Under the terms of the Zimbabwean constitution, Mugabe would be declared the automatic winner if Tsvangirai refused to take part in a second round.
A senior Mugabe aide meanwhile accused the commission of deflating the figures for the incumbent but said the octogenarian leader would contest a run-off.
Mugabe's ZANU-PF party is challenging another 52 results from elections in which it lost control of parliament for the first time since 1980.
Mugabe has remained silent on the outcome of the presidential vote, but his control of the security apparatus has led the MDC to conclude that he will seek to intimidate voters into giving him a sixth term.
But the hero of the 1970s war against white minority rule has found himself increasingly isolated since election day with an international outcry over an upsurge in violence.
No Western observers were allowed to oversee the ballot and a team from the Southern African Development Community (SADC) was widely criticised for giving it a largely clean bill of health.
However in a report released Friday after a follow-up mission to monitor a recent partial recount, SADC expressed alarm at rising levels of violence that the MDC claims has left 20 of its supporters dead.
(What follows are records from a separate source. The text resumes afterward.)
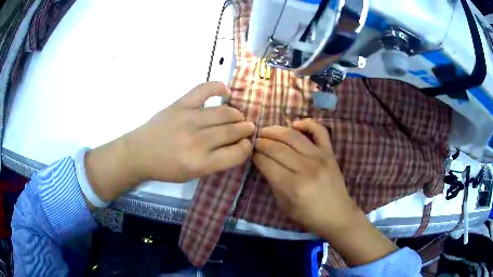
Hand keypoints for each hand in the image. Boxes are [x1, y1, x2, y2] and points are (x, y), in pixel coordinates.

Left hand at [85, 82, 254, 202]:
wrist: (139, 153)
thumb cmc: (166, 168)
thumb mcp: (193, 175)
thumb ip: (216, 162)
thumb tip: (236, 144)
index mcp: (201, 163)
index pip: (237, 153)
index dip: (246, 148)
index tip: (246, 144)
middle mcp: (197, 141)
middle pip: (233, 131)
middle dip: (245, 129)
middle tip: (248, 128)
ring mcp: (188, 119)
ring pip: (224, 112)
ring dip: (237, 114)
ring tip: (238, 116)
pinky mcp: (180, 104)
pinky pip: (204, 90)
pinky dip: (218, 87)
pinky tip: (226, 91)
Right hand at [252, 118, 356, 234]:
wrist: (337, 215)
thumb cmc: (309, 215)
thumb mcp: (284, 205)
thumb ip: (273, 183)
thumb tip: (263, 163)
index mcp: (293, 186)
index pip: (267, 163)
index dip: (256, 156)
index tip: (250, 152)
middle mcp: (306, 168)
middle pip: (278, 148)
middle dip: (262, 142)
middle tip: (255, 141)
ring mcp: (320, 157)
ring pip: (293, 137)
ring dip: (276, 130)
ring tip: (266, 131)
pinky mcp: (330, 153)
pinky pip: (320, 131)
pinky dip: (307, 123)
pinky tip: (295, 124)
Meanwhile South African President Thabo Mbeki, a continental heavyweight who has been trying to defuse the political and economic crises in Zimbabwe, told religious leaders in Pretoria that he will send a mission to probe political violence in Zimbabwe, the SAPA news agency reported.
"He assured us that he would do everything to ensure that a second round of the run-off election happens in an atmosphere of peace," Nyansako Ni-Nku, head of the All-Africa Conference of Churches, was quoted as saying.
"In order to achieve that, the president said that right away they will despatch a team to check every allegation of violence," he said.
A one-time regional model, Zimbabwe now has the world's highest rate of inflation at 165,000 percent. Unemployment stands at over 80 percent, basic foodstuffs are scarce and life expectancy has dropped to 36 years.